### Required work
Whenever a line in the data holds the string "leaves", pull that line out.

### Input data
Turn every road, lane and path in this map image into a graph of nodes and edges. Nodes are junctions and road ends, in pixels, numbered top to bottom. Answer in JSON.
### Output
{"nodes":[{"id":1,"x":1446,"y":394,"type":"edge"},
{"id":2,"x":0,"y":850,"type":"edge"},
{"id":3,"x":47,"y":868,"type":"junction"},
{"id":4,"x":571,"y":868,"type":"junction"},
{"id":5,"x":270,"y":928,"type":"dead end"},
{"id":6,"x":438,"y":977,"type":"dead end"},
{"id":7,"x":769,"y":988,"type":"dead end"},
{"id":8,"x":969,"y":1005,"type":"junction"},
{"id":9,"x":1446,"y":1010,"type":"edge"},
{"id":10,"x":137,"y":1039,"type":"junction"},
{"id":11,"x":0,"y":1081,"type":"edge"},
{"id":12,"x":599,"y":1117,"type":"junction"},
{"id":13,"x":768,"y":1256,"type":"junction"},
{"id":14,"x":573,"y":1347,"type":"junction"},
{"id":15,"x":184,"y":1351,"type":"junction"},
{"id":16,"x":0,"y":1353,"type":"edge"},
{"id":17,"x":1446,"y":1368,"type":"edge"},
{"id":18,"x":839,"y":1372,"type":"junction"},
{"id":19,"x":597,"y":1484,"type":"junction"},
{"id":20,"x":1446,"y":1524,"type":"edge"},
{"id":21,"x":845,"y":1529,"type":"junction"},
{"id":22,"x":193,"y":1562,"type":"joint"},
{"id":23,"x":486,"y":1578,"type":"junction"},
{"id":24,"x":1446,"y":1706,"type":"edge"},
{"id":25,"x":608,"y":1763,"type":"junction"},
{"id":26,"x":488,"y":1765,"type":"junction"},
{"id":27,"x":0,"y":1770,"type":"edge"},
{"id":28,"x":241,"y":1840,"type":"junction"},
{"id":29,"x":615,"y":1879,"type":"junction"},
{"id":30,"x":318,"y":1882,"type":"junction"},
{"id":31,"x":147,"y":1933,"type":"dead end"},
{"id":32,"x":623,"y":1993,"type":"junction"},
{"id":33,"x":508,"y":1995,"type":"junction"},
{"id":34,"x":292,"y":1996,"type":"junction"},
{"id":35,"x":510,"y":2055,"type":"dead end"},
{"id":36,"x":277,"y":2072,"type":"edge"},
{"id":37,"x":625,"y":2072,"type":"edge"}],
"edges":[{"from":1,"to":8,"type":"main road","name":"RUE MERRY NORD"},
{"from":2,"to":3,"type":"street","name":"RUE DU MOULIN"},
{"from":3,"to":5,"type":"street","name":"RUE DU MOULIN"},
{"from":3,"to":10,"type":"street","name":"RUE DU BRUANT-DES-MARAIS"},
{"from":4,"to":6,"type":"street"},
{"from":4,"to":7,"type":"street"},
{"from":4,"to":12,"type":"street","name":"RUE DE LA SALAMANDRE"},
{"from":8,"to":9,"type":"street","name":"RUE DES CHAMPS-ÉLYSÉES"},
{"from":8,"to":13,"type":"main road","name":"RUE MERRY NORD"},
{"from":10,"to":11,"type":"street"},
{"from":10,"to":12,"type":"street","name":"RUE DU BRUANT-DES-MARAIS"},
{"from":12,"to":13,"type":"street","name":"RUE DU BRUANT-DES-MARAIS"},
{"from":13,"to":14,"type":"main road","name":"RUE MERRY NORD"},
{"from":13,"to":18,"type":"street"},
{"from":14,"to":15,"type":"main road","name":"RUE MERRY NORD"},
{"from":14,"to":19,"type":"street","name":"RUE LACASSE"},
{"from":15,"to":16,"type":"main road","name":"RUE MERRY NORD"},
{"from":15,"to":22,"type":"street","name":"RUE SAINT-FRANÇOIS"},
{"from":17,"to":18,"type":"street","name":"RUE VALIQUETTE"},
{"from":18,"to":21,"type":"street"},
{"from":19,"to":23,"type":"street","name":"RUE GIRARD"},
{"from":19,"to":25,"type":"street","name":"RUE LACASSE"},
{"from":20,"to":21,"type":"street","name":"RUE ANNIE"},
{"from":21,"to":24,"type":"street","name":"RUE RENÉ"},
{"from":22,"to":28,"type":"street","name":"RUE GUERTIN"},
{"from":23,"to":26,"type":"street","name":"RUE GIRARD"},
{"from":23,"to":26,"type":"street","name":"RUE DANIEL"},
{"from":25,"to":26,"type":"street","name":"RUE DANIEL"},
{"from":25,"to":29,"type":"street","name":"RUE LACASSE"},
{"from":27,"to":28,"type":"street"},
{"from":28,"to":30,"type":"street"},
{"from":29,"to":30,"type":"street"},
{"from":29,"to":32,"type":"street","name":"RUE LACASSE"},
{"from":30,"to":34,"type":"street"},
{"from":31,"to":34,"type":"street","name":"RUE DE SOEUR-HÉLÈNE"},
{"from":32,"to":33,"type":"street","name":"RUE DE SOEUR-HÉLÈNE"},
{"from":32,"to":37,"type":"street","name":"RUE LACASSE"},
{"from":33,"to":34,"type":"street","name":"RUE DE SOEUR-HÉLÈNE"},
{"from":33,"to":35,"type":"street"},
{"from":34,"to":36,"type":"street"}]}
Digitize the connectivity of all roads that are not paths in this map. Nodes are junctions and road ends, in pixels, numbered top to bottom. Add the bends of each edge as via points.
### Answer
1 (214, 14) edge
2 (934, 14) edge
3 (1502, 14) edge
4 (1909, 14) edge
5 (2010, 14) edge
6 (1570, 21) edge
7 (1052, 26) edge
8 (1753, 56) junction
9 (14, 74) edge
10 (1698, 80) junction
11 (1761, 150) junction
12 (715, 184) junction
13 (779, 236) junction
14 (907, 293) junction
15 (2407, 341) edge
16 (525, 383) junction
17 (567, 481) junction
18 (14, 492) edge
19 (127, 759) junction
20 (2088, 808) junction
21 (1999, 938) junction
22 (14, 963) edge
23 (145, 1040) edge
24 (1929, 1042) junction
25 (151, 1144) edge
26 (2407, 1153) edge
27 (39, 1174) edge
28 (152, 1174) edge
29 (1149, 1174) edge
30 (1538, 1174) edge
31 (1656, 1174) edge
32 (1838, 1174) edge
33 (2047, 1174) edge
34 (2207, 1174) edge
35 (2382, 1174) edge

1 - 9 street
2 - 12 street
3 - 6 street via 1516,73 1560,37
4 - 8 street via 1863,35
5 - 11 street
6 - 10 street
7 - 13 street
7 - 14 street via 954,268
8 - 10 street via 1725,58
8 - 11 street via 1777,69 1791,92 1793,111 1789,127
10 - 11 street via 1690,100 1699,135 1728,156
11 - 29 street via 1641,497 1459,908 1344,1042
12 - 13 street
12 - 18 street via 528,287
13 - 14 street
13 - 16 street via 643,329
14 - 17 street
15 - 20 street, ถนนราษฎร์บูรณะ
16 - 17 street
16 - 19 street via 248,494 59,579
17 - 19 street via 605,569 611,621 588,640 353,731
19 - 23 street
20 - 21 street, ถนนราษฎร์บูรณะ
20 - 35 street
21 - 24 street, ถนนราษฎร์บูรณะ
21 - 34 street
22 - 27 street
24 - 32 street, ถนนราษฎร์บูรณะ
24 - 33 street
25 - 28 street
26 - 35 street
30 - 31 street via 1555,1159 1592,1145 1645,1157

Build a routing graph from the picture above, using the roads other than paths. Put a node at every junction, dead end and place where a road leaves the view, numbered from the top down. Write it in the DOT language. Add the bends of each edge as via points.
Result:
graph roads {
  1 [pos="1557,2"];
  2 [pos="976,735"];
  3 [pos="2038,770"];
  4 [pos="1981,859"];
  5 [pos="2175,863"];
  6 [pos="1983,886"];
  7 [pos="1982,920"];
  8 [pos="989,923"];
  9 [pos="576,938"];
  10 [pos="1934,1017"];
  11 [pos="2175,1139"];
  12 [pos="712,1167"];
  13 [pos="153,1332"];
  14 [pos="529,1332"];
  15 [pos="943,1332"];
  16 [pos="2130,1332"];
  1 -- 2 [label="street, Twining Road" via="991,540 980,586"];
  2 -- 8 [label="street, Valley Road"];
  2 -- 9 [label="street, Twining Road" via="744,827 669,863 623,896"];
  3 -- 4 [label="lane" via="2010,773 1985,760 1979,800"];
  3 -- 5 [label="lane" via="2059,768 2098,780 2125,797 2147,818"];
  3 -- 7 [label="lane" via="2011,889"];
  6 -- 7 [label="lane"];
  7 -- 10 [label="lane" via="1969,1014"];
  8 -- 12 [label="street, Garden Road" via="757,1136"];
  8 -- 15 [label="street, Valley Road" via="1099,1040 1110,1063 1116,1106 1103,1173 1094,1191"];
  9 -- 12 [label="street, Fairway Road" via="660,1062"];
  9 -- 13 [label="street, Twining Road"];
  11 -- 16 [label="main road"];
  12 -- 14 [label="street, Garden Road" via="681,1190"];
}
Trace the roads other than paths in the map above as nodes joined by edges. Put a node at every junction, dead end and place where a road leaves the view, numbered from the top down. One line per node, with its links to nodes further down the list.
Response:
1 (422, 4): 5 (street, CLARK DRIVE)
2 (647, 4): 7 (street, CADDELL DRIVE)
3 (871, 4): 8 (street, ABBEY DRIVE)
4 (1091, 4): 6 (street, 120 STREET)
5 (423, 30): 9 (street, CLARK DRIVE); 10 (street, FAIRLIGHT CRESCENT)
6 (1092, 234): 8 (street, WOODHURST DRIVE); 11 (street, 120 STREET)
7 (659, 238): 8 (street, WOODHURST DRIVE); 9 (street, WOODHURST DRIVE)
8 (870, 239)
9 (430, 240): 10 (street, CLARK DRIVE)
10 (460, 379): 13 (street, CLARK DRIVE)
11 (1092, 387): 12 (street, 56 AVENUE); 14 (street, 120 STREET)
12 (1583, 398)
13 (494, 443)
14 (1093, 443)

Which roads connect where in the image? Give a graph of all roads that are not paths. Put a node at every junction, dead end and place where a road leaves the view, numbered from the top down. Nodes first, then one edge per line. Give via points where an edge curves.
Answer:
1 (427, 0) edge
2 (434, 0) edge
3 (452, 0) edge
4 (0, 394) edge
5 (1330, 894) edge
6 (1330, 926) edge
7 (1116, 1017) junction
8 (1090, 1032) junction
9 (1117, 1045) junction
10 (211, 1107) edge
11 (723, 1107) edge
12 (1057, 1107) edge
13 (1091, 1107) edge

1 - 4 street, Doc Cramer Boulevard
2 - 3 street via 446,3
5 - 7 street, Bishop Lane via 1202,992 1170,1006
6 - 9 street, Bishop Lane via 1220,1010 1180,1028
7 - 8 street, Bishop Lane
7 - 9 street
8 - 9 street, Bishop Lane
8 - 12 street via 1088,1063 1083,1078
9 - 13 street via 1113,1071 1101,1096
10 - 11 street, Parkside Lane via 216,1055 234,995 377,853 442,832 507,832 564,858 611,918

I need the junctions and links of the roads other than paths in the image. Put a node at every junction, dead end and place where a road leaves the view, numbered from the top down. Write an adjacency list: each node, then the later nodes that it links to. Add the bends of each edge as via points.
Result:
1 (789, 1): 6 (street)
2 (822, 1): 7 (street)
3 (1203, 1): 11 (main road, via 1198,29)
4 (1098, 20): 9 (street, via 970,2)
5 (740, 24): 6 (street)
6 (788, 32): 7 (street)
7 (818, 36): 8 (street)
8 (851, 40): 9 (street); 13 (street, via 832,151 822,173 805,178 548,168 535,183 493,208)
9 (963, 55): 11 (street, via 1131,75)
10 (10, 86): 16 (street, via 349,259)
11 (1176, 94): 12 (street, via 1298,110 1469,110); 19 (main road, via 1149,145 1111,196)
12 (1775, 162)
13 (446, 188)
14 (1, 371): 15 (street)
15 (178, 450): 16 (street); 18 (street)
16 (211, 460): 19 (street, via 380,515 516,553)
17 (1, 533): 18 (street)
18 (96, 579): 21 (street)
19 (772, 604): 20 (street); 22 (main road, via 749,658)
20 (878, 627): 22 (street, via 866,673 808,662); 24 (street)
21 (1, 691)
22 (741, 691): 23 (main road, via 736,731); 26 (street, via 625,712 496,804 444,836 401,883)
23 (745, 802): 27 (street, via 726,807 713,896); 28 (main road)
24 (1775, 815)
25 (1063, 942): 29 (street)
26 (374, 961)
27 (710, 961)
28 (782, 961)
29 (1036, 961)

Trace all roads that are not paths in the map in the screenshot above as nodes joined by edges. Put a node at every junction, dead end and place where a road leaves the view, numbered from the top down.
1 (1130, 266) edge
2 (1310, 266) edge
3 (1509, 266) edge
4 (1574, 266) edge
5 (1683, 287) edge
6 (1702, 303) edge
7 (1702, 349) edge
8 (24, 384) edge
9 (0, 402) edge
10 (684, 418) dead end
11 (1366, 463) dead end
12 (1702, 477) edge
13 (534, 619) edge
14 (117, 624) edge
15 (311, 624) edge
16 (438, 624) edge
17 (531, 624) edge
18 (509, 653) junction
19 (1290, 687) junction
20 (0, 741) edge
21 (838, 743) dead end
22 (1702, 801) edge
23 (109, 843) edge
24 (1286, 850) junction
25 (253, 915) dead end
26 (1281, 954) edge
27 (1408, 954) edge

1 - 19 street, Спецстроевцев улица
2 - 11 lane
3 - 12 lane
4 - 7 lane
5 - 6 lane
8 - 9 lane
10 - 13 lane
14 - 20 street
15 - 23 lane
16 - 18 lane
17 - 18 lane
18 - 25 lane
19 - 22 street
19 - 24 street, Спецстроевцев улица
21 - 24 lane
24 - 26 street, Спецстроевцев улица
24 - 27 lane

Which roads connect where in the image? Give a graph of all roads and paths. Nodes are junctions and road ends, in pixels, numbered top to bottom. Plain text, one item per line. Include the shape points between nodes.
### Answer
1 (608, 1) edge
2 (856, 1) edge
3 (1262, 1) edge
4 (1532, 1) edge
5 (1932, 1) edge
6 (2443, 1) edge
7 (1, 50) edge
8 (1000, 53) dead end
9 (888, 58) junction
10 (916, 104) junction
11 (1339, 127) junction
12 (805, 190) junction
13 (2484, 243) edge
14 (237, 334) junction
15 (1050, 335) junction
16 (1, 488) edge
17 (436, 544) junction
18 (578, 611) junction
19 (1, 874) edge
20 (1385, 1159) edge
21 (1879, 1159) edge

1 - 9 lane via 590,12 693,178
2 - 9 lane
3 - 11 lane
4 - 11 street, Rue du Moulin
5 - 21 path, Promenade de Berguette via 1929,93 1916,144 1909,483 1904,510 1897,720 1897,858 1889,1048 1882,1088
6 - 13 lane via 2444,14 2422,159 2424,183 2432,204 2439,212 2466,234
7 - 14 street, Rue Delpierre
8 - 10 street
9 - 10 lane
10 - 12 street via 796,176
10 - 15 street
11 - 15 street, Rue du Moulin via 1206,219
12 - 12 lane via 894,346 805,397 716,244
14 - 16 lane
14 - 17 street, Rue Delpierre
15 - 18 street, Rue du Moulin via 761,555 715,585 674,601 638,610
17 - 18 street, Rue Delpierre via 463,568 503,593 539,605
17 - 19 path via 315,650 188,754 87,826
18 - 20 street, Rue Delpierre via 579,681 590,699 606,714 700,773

### Solution for this problem
Build a routing graph from the picture above, using the roads other than paths. Put a node at every junction, dead end and place where a road leaves the view, numbered from the top down. Write it in the DOT language. Add the bends of each edge as via points.
Trace the roads other than paths in the map above as nodes joined by edges. Put a node at every junction, dead end and place where a road leaves the view, numbered from the top down. One line per node, with its links to nodes further down the list.
Which roads connect where in the image? Give a graph of all roads that are not paths. Put a node at every junction, dead end and place where a road leaves the view, numbered from the top down. Nodes first, then one edge per line. Give via points where an edge curves.
I need the junctions and links of the roads other than paths in the image. Put a node at every junction, dead end and place where a road leaves the view, numbered from the top down. Write an adjacency list: each node, then the later nodes that it links to. Add the bends of each edge as via points.
Trace all roads that are not paths in the map in the screenshot above as nodes joined by edges. Put a node at every junction, dead end and place where a road leaves the view, numbered from the top down.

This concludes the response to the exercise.